E se oggi Ivan Pelizzoli ricopre il ruolo di Responsabile dell’organizzazione del settore giovanile lo deve a Damiano Tommasi, conosciuto quando giocava alla Roma. “Tommasi è stato il giocatore con le doti umane più sensibili tra tutti i giocatori conosciuti e incontrati. È grazie a lui se oggi faccio questo mestiere, perché è lui – incontrato un po’ di tempo fa dopo che avevamo terminato la carriera di calciatore – a indicarmi di frequentare un corso che mi sarebbe potuto tornare utile. E oggi eccomi qua”.
Serpellini, di fede romanista, stuzzica Pelizzoli su quanto succedeva negli spogliatoi giallorossi tra giocatori e allenatore. Ma Pelizzoli, pur conoscendo molte cose, le tiene per sé. È un po’ la regola dei giocatori. Quello che succede nello spogliatoio rimane nello spogliatoio. Però racconta che “Totti e Cassano non si allenavano mai. Che Capello non dava mai indicazioni o non faceva lezioni di tecnica. Metteva i giocatori dove pensava potessero rendere di più”.

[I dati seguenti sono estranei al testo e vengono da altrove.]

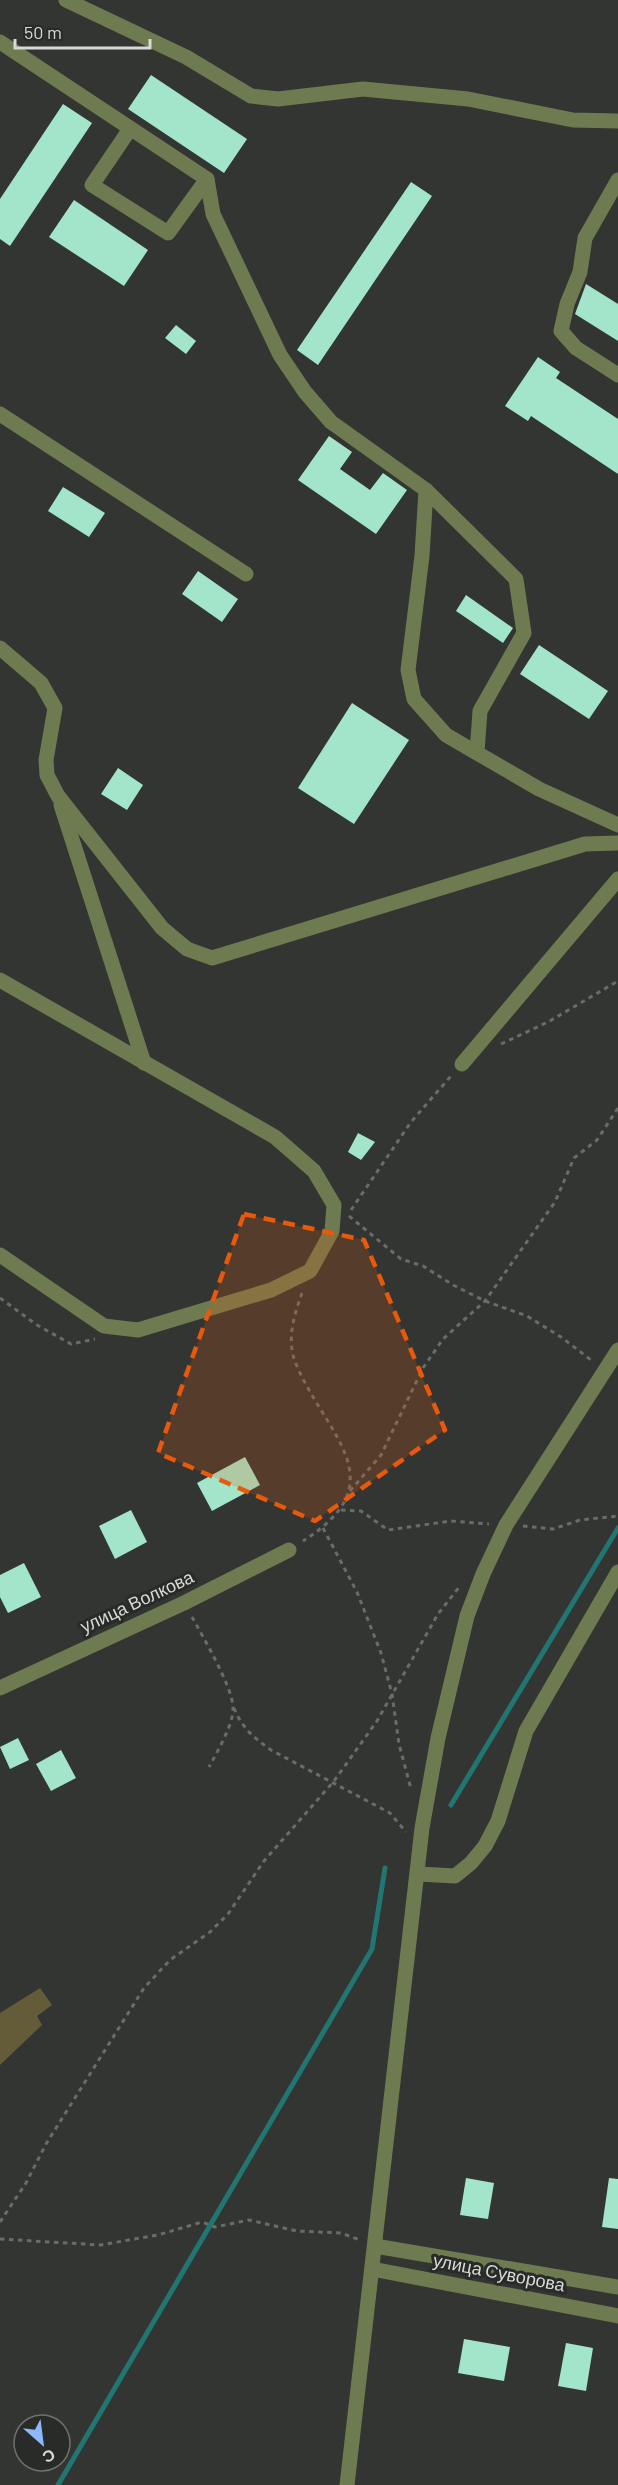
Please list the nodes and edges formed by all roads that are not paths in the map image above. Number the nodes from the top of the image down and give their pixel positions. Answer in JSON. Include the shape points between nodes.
{"nodes":[{"id":1,"x":66,"y":0,"type":"edge"},
{"id":2,"x":0,"y":42,"type":"edge"},
{"id":3,"x":618,"y":121,"type":"edge"},
{"id":4,"x":130,"y":129,"type":"junction"},
{"id":5,"x":207,"y":179,"type":"junction"},
{"id":6,"x":618,"y":180,"type":"edge"},
{"id":7,"x":618,"y":375,"type":"edge"},
{"id":8,"x":0,"y":414,"type":"edge"},
{"id":9,"x":426,"y":490,"type":"junction"},
{"id":10,"x":246,"y":574,"type":"dead end"},
{"id":11,"x":0,"y":648,"type":"edge"},
{"id":12,"x":477,"y":752,"type":"junction"},
{"id":13,"x":58,"y":796,"type":"junction"},
{"id":14,"x":618,"y":825,"type":"edge"},
{"id":15,"x":618,"y":843,"type":"edge"},
{"id":16,"x":618,"y":879,"type":"edge"},
{"id":17,"x":0,"y":980,"type":"edge"},
{"id":18,"x":144,"y":1063,"type":"junction"},
{"id":19,"x":462,"y":1064,"type":"road end"},
{"id":20,"x":0,"y":1255,"type":"edge"},
{"id":21,"x":618,"y":1350,"type":"edge"},
{"id":22,"x":289,"y":1550,"type":"road end"},
{"id":23,"x":618,"y":1572,"type":"edge"},
{"id":24,"x":0,"y":1688,"type":"edge"},
{"id":25,"x":418,"y":1874,"type":"junction"},
{"id":26,"x":375,"y":2246,"type":"junction"},
{"id":27,"x":372,"y":2269,"type":"junction"},
{"id":28,"x":618,"y":2287,"type":"edge"},
{"id":29,"x":618,"y":2316,"type":"edge"},
{"id":30,"x":347,"y":2485,"type":"edge"}],
"edges":[{"from":1,"to":3,"type":"street","via":[[186,57],[251,96],[278,99],[363,89],[468,99],[573,120]]},
{"from":2,"to":4,"type":"street"},
{"from":4,"to":5,"type":"street"},
{"from":4,"to":5,"type":"street","via":[[92,184],[168,233]]},
{"from":5,"to":9,"type":"street","via":[[213,214],[280,355],[305,392],[331,422]]},
{"from":6,"to":7,"type":"street","via":[[585,238],[580,272],[561,331],[576,348]]},
{"from":8,"to":10,"type":"street"},
{"from":9,"to":12,"type":"street","via":[[408,670],[414,699],[446,735]]},
{"from":9,"to":12,"type":"street","via":[[516,579],[524,633],[480,711]]},
{"from":11,"to":13,"type":"street","via":[[41,683],[55,708],[46,760],[47,775]]},
{"from":12,"to":14,"type":"street","via":[[539,789]]},
{"from":13,"to":15,"type":"street","via":[[162,928],[187,950],[212,958],[585,844]]},
{"from":13,"to":18,"type":"street"},
{"from":16,"to":19,"type":"street"},
{"from":17,"to":18,"type":"street"},
{"from":18,"to":20,"type":"street","via":[[275,1137],[314,1171],[334,1205],[332,1231],[310,1270],[271,1290],[138,1330],[104,1326]]},
{"from":21,"to":25,"type":"street","via":[[506,1525],[483,1574],[467,1616],[438,1738]]},
{"from":22,"to":24,"type":"street","name":"улица Волкова"},
{"from":23,"to":25,"type":"street","via":[[526,1731],[498,1821],[485,1846],[455,1875]]},
{"from":25,"to":26,"type":"street"},
{"from":26,"to":27,"type":"street"},
{"from":26,"to":28,"type":"street","name":"улица Суворова"},
{"from":27,"to":29,"type":"street","name":"улица Суворова"},
{"from":27,"to":30,"type":"street"}]}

E allora, cos’è che fa grande un giocatore? La tecnica o il talento. “Senza il talento non vai da nessuna parte”, sostiene Pelizzoli. Poi a Zingonia “si prendono cura dei giovani dall’inizio alla fine e curano ogni dettaglio: dalla preparazione fisica, all’alimentazione, dallo studio al comportamento morale”.
L’insegnamento che si porta dietro Pelizzoli gli è dato da un maestro come Favini: “Lui aveva già visto i pericoli che oggi incombono sul settore giovanile delle squadre di calcio. E ci diceva: Divertiti, stai con pieri per terra e tieniti lontano dai procuratori”.
Cosa significa per un giovane di Bergamo giocare per l’Atalanta, la squadra della tua città? “È un sogno. Quando sono dovuto andare a Roma è stato difficile. A Mosca lo è stato ancor di più. Ma giocare per la squadra della tua città è impagabile”.
Come è cambiato il ruolo del portiere in questi anni? “Oggi il portiere è chiamato a impostare l’azione. È una sorta di centrocampista basso, che deve essere bravo con i piedi non solo per i rilanci, ma che deve sapere far partire l’azione dal basso”.
E chi è stato il miglior portiere italiano: “Buffon”. E oggi? “Senza dubbio Carnesecchi. Il ragazzo che ho visto crescere a Zingonia ha delle doti che pochi anno”.